William Black says that massive fraud by is what caused the economic crisis. Specifically, he says that companies, auditors, rating agencies and regulators all committed fraud which helped blow the bubble and sowed the seeds of the inevitable crash. And see this.

Indeed, as I have previously noted, the giant ratings agencies have a culture of covering up improper ratings (and they essentially took bribes for giving higher ratings).

Black also notes:

  • Everyone involved knew that the CDOs which packaged subprime loans were not AAA credit-worthy (which means that they are completely risk-free). He also said that the exotic instruments (CDOs, CDS, etc.) which spun the mortgages into more and more abstract investments were intentionally created to defraud investors
  • The government knew about mortgage fraud a long time ago. For example, the FBI warned of an “epidemic” of mortgage fraud in 2004. However, the FBI, DOJ and other government agencies then stood down and did nothing. See this and this
  • “Accounting is the weapon of choice in the financial sphere”, with the top executives involved in these fraudulent schemes vacuuming out huge profits for themselves and select insiders, and having auditors rubber stamp what’s being done
  • In November 2007, one rating agency – Fitch’s – dared to take a look at some loan files. Fitch concluded that there was the appearance of fraud in nearly every file reviewed

Black and economist Simon Johnson also state that the banks committed fraud by making loans to people that they knew would default, to make huge profits during the boom, knowing that the taxpayers would bail them out when things went bust.
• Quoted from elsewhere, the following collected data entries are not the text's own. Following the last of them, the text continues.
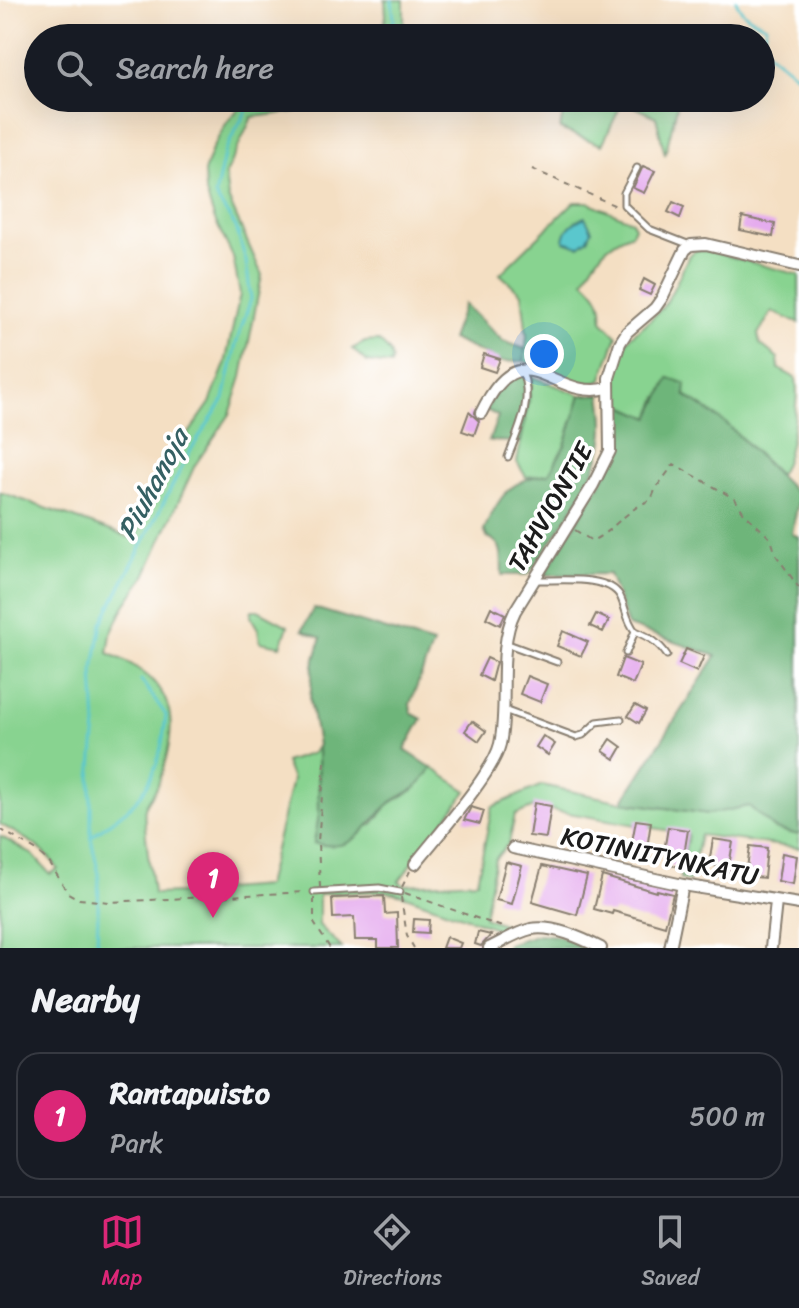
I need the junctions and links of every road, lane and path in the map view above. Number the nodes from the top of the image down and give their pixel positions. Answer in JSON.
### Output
{"nodes":[{"id":1,"x":637,"y":168,"type":"dead end"},
{"id":2,"x":532,"y":169,"type":"dead end"},
{"id":3,"x":624,"y":205,"type":"junction"},
{"id":4,"x":691,"y":245,"type":"junction"},
{"id":5,"x":799,"y":266,"type":"edge"},
{"id":6,"x":522,"y":371,"type":"junction"},
{"id":7,"x":608,"y":388,"type":"junction"},
{"id":8,"x":481,"y":413,"type":"dead end"},
{"id":9,"x":508,"y":457,"type":"dead end"},
{"id":10,"x":568,"y":523,"type":"junction"},
{"id":11,"x":533,"y":580,"type":"junction"},
{"id":12,"x":799,"y":588,"type":"edge"},
{"id":13,"x":635,"y":631,"type":"junction"},
{"id":14,"x":507,"y":643,"type":"junction"},
{"id":15,"x":626,"y":653,"type":"dead end"},
{"id":16,"x":667,"y":655,"type":"dead end"},
{"id":17,"x":557,"y":662,"type":"dead end"},
{"id":18,"x":503,"y":710,"type":"junction"},
{"id":19,"x":621,"y":719,"type":"dead end"},
{"id":20,"x":325,"y":762,"type":"dead end"},
{"id":21,"x":0,"y":829,"type":"edge"},
{"id":22,"x":513,"y":848,"type":"dead end"},
{"id":23,"x":415,"y":864,"type":"joint"},
{"id":24,"x":683,"y":885,"type":"junction"},
{"id":25,"x":317,"y":892,"type":"junction"},
{"id":26,"x":400,"y":892,"type":"junction"},
{"id":27,"x":776,"y":902,"type":"junction"},
{"id":28,"x":799,"y":904,"type":"edge"},
{"id":29,"x":520,"y":933,"type":"junction"},
{"id":30,"x":330,"y":948,"type":"edge"},
{"id":31,"x":414,"y":948,"type":"edge"},
{"id":32,"x":489,"y":948,"type":"edge"},
{"id":33,"x":601,"y":948,"type":"edge"},
{"id":34,"x":670,"y":948,"type":"edge"},
{"id":35,"x":771,"y":948,"type":"edge"}],
"edges":[{"from":1,"to":3,"type":"lane"},
{"from":2,"to":3,"type":"path"},
{"from":3,"to":4,"type":"lane"},
{"from":4,"to":5,"type":"street"},
{"from":4,"to":7,"type":"street","name":"TAHVIONTIE"},
{"from":6,"to":7,"type":"street"},
{"from":6,"to":8,"type":"street"},
{"from":6,"to":9,"type":"lane"},
{"from":7,"to":10,"type":"street","name":"TAHVIONTIE"},
{"from":10,"to":11,"type":"street","name":"TAHVIONTIE"},
{"from":10,"to":12,"type":"path"},
{"from":11,"to":13,"type":"lane"},
{"from":11,"to":14,"type":"street","name":"TAHVIONTIE"},
{"from":13,"to":15,"type":"lane"},
{"from":13,"to":16,"type":"lane"},
{"from":14,"to":17,"type":"lane"},
{"from":14,"to":18,"type":"street","name":"TAHVIONTIE"},
{"from":18,"to":19,"type":"lane"},
{"from":18,"to":23,"type":"street","name":"TAHVIONTIE"},
{"from":20,"to":25,"type":"path"},
{"from":21,"to":25,"type":"path"},
{"from":22,"to":24,"type":"street","name":"KOTINIITYNKATU"},
{"from":23,"to":26,"type":"path"},
{"from":24,"to":27,"type":"street","name":"KOTINIITYNKATU"},
{"from":24,"to":34,"type":"street"},
{"from":25,"to":26,"type":"lane"},
{"from":25,"to":30,"type":"path"},
{"from":26,"to":29,"type":"path"},
{"from":26,"to":31,"type":"path"},
{"from":27,"to":28,"type":"street","name":"KOTINIITYNKATU"},
{"from":27,"to":35,"type":"street"},
{"from":29,"to":32,"type":"street"},
{"from":29,"to":33,"type":"street"}]}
See also thisthis and this.

The Economy Won’t Recover Until We Prosecute

So there was a little fraud, no big deal, right?

Wouldn’t looking backwards at fraudulent conduct be distracting for the people, the government, and the economy? Shouldn’t we look forward so we can recover?

No.

Specifically, the Wharton School of Business has written an essay stating that restoring trust is the key to recovery, and that trust cannot be restored until wrongdoers are held accountable.

The Wharton paper states:

The public will need to “hold the perpetrators of the economic disaster responsible and take what actions they can to prevent them from harming the economy again.” In addition, the public will have to see proof that government and business leaders can behave responsibly before they will trust them again…

For more on the importance of trust in the economy, see this.

The stakes are high. As Pam Martens, who worked on Wall Street for 21 years, writes:

The massive losses by big Wall Street firms, now topping those of the Great Depression in relative terms, have yet to be adequately explained. Wall Street power players are obfuscating and Congress is too embarrassed or frightened to ask, preferring to just throw money at the problem and hope it goes away. But as job losses and foreclosures mount and pensions and 401(k)s shrink, public policy measures to address the economic stresses require a full set of unembellished facts…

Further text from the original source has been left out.